Seers are said to be — and this is in fact often the case — melancholy people, given to moroseness on account of their undesirable power. Martin records that the people of the Isles in general, the seers in particular, are most temperate people, eating the simplest of foods and that in very moderate amounts. He confirms that seers, both male and female, were not epileptics or given to hysterical fits or any psychological disorders. He says that he knew of no mad people with this gift, nor did any of them commit suicide. It was, moreover, held that a drunk person could not see a vision. Martin’s insistence on the normality of people with the Sight is interesting testimony to the truth of their gift. Also, seers were not looked upon as visionaries by their friends; they were generally literate, innocent and well-meaning people; they (unlike Churchill’s Campbell) made no money on account of their powers. It was a faculty desired by none, and a great burden to those possessed of it.

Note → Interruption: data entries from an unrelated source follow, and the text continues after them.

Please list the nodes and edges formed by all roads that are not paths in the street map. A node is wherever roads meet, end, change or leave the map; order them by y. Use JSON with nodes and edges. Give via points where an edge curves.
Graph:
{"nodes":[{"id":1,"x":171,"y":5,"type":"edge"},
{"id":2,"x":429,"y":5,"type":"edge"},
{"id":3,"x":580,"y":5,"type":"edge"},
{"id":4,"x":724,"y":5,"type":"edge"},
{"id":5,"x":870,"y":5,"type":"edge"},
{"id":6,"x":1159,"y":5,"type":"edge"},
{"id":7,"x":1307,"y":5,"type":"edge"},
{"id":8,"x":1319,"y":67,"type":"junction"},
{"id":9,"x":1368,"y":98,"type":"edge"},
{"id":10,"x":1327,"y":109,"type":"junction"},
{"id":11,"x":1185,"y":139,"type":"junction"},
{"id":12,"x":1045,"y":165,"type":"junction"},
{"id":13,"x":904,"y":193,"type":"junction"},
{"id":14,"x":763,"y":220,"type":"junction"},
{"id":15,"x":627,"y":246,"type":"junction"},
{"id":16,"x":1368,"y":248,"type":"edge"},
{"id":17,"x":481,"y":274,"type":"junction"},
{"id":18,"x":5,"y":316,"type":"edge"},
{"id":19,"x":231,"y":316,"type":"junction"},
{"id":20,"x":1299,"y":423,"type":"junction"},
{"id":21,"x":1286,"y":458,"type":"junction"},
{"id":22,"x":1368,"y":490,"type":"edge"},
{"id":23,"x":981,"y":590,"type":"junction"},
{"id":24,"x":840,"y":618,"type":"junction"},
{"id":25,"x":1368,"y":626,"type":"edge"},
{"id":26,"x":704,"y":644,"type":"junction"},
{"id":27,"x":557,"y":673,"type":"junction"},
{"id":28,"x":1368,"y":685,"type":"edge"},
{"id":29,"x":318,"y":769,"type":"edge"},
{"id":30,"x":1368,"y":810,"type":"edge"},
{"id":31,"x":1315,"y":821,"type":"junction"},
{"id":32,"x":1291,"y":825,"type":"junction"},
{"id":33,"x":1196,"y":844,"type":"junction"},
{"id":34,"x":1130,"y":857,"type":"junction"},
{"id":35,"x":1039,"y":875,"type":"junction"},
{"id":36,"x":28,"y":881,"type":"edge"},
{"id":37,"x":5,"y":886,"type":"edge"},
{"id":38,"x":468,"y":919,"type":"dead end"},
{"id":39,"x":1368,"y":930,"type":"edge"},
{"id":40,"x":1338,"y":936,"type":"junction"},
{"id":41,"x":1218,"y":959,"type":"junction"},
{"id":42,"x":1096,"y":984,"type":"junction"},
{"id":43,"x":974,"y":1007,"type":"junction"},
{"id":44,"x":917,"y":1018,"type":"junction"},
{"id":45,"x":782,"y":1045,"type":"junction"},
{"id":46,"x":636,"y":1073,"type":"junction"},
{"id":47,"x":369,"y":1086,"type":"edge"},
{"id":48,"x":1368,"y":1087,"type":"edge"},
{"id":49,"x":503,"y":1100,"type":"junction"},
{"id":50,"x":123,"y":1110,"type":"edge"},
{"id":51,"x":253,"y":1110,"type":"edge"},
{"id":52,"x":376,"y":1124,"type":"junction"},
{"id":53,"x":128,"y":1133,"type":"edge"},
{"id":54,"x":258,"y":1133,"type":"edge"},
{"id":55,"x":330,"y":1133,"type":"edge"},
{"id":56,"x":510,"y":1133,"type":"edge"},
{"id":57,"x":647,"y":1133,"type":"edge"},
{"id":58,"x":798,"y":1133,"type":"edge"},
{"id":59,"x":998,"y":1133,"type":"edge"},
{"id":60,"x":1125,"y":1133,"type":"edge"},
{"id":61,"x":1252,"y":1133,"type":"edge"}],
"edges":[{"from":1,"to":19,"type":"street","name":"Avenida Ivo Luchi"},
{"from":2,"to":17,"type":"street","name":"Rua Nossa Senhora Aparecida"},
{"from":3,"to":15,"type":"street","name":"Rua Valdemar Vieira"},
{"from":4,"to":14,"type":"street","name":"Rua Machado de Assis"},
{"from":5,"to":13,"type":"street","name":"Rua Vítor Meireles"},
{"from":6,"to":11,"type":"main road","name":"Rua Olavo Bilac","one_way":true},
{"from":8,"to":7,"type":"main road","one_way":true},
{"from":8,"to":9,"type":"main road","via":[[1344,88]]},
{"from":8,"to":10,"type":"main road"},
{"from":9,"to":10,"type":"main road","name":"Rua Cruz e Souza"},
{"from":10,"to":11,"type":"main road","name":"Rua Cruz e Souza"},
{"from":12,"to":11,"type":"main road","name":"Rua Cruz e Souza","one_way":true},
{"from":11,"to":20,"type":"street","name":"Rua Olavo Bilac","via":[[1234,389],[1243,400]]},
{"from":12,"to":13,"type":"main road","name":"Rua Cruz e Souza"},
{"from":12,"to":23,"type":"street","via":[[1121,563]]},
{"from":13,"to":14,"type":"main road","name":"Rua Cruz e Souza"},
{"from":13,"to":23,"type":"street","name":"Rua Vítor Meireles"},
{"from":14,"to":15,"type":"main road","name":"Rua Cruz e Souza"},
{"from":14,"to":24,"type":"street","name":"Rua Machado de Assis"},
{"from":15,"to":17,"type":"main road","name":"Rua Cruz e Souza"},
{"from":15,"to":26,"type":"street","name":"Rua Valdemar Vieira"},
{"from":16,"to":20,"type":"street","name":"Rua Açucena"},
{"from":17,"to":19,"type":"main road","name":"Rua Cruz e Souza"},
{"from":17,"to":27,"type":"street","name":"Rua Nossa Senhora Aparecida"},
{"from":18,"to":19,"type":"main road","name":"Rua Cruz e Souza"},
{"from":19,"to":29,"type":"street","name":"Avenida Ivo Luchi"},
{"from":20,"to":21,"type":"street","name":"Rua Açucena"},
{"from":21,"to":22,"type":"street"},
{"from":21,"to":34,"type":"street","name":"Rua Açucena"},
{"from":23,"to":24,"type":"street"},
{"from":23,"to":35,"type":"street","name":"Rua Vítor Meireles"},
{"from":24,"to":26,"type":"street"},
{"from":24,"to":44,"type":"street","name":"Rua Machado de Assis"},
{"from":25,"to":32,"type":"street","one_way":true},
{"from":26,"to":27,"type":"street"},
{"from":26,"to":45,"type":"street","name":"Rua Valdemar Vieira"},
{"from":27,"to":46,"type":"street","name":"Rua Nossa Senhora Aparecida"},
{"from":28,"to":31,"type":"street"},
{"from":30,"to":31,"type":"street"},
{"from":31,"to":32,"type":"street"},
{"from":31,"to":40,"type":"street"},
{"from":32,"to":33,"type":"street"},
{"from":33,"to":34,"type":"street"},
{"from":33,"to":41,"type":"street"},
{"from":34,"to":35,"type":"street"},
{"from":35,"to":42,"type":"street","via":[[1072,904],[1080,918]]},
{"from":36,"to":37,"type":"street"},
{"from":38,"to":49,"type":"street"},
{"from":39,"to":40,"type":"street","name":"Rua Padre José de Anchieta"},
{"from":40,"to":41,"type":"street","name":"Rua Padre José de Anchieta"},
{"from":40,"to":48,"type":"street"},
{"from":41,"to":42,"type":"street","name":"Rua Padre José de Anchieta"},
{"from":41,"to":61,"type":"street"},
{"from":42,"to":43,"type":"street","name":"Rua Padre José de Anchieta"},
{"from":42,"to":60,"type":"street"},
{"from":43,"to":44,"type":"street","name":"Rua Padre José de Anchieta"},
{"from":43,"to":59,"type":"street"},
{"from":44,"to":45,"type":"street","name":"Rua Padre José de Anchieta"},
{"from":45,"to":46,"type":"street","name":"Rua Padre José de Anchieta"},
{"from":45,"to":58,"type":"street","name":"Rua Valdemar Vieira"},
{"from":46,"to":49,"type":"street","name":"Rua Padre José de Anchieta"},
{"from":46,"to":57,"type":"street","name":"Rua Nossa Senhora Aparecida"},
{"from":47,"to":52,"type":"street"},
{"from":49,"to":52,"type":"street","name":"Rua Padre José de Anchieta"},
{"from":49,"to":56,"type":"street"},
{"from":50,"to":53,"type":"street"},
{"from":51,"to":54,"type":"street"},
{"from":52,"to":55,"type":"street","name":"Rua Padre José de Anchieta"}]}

Martin recounts the tale of a boy whom he knew personally, who frequently saw a coffin at his shoulder and was terrified at this vision. He believed it presaged his own death and this was the meaning given to the uncanny sight by the boy’s friends. The boy was a servant in the village of Knockow, Skye, where a seer who lived there told the people that they were mistaken in so interpreting the boy’s experience. He told the lad to take the first opportunity that occurred for him to act as bearer of a coffin, even for a few moments. A few days later the opportunity presented itself when one of his acquaintances died. After this, the coffin at his shoulder disappeared, but he still continued to see many that concerned the death of others, at a distance from himself. In Martin’s day he was regarded as one of the most accurate seers in the Island of Skye. Another Skye seer, a woman this time, often saw a woman with a shroud up to her waist. She always stood with her back to the seer. Her clothing was identical with that worn by the woman. This vision continued to occur for some time until the woman did something to satisfy her family’s worry about this vision. She put on clothes different from her usual garments and, moreover, she wore them back to front. Next day the vision appeared facing her and she realised to her horror that it was in fact herself, her own doppelgänger. She apparently died shortly after this.